Not a problem! I was going to be there. Convincing two "cool"
friends was not as easy or as hard as I thought. All I had to do was
promise them they would have fun and admit that no woman could "rock
out" like a man could. I was willing enough on the first point, even
going so far as to offer a reimbursement of the ticket price, but on the
second one I was less clear, only asking that they wait until after the
festival to make me give in. And what a festival! The free swag
from culturally aware groups bulged in two bags in my parents' home for
years; posters, stickers, banners, condoms (my friends took the opportunity to stock up, I took one to be polite), pamphlets and
bracelets. It was all somehow special and all somewhat magical. The
shops, the people, the feeling of love! This young man had never felt
so comfortable or so alive as he did there. And the music! Aimee
Mann, Lisa Loeb, Letters To Cleo front-woman Kay Hanley (who was
super-nice!), the now defunct band Splashdown, headed by Mellisa Kaplan
(who let me sit with them and talk while they signed), K's Choice, The
Wild Strawberries and Chrissie Hynde and the Pretenders (during whose
set my friend leaned over and said, "I guess girls can rock out" and
turned away to stare at the stage before I could answer) not to mention
all sorts of "village stage" bands, no-ones and nothings I had never
heard of, such as: Bree Sharp, Teagan and Sara and Lori McKenna.

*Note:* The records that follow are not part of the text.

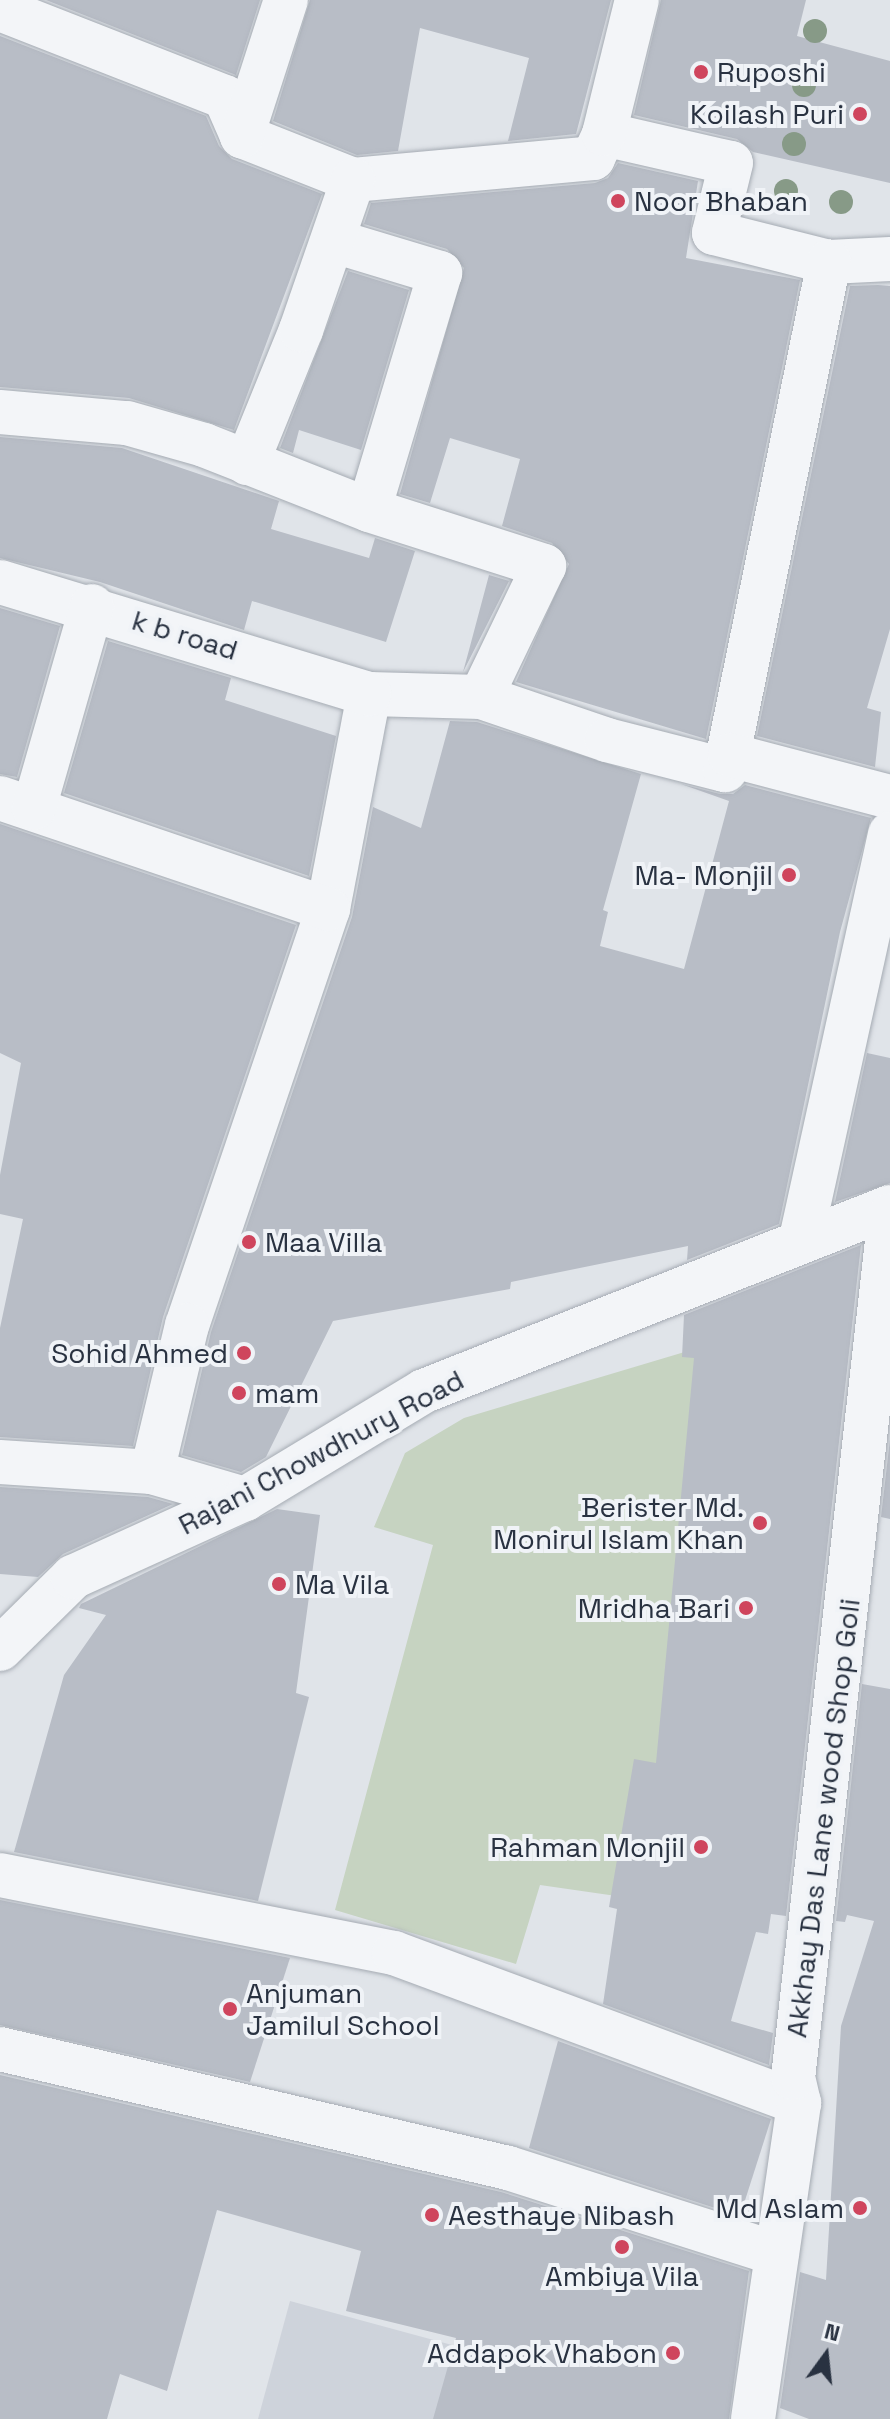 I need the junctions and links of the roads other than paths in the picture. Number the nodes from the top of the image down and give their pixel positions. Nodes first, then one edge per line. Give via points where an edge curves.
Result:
1 (286, 0) edge
2 (637, 0) edge
3 (0, 9) edge
4 (604, 134) junction
5 (242, 136) junction
6 (353, 180) junction
7 (334, 241) junction
8 (890, 259) edge
9 (829, 262) junction
10 (0, 412) edge
11 (247, 463) junction
12 (369, 510) junction
13 (0, 582) edge
14 (92, 606) junction
15 (369, 694) junction
16 (481, 697) junction
17 (730, 755) junction
18 (890, 797) edge
19 (17, 803) edge
20 (890, 834) edge
21 (328, 909) junction
22 (890, 1207) edge
23 (890, 1215) edge
24 (801, 1239) junction
25 (0, 1462) edge
26 (152, 1472) junction
27 (245, 1499) junction
28 (0, 1649) edge
29 (0, 1875) edge
30 (0, 2049) edge
31 (799, 2103) junction
32 (777, 2254) junction
33 (753, 2419) edge

1 - 5 street
2 - 4 street
3 - 5 street via 225,97
4 - 6 street via 593,158
4 - 9 street via 731,163 714,233
5 - 6 street
6 - 7 street
7 - 11 street
7 - 12 street via 440,273
8 - 9 street
9 - 17 street
10 - 11 street via 127,423
11 - 12 street
12 - 16 street via 544,566
13 - 14 street, k b road
14 - 15 street, k b road
14 - 19 street
15 - 16 street, k b road
15 - 21 street
16 - 17 street, k b road via 607,740 725,770
17 - 18 street
19 - 21 street
20 - 24 street
21 - 26 street via 187,1325
22 - 24 street, Rajani Chowdhury Road
23 - 31 street, Akkhay Das Lane wood Shop Goli via 793,2078
24 - 27 street, Rajani Chowdhury Road via 424,1391
25 - 26 street
26 - 27 street
27 - 28 street, Rajani Chowdhury Road via 73,1577
29 - 31 street via 394,1953
30 - 32 street via 508,2168
31 - 32 street, Akkhay Das Lane wood Shop Goli
32 - 33 street, Akkhay Das Lane wood Shop Goli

Watching Sarah McLachlan perform at the end of the show my eyes almost
filled with tears. As all the artists who were still there got up on
stage to sing "The Water is Wide" they did fill. And as the song was
sung in rounds, soulfully and meaningfully, I felt a warmth cascade
down my eyes; tears coming not from pain or anger, or loneliness or awkwardness, but tears of joy, of freedom. Tears that washed away
everything that was "wrong" or "different" about me. I left that
concert hall a new man. I have been to many shows and festivals
since (some actually with male singers in them!) but I don't think any
have moved me the same way. The energy was one not of peace, but of
wholeness. Not a happiness of elitism or coolness but of just being
together with people who love what you love. so Lilith Fair is back
despite the odds and the change in popular music, despite the flagging
sales of any female singer over the age of 23, despite the world being
a much scarier and terrified place than it was in 1999. But
somewhere in a small development village nestled in a small valley of a
highway a young boy is listening to music, to Heart on an oldies
station or Ani Difranco on an indie one. A boy is trying to make others
understand him and understand the music he loves. Trying to makes sense
of who he is and what he wants to be, that much hasn't changed and I,
for one, am glad he'll have a Lilith Fair to go to.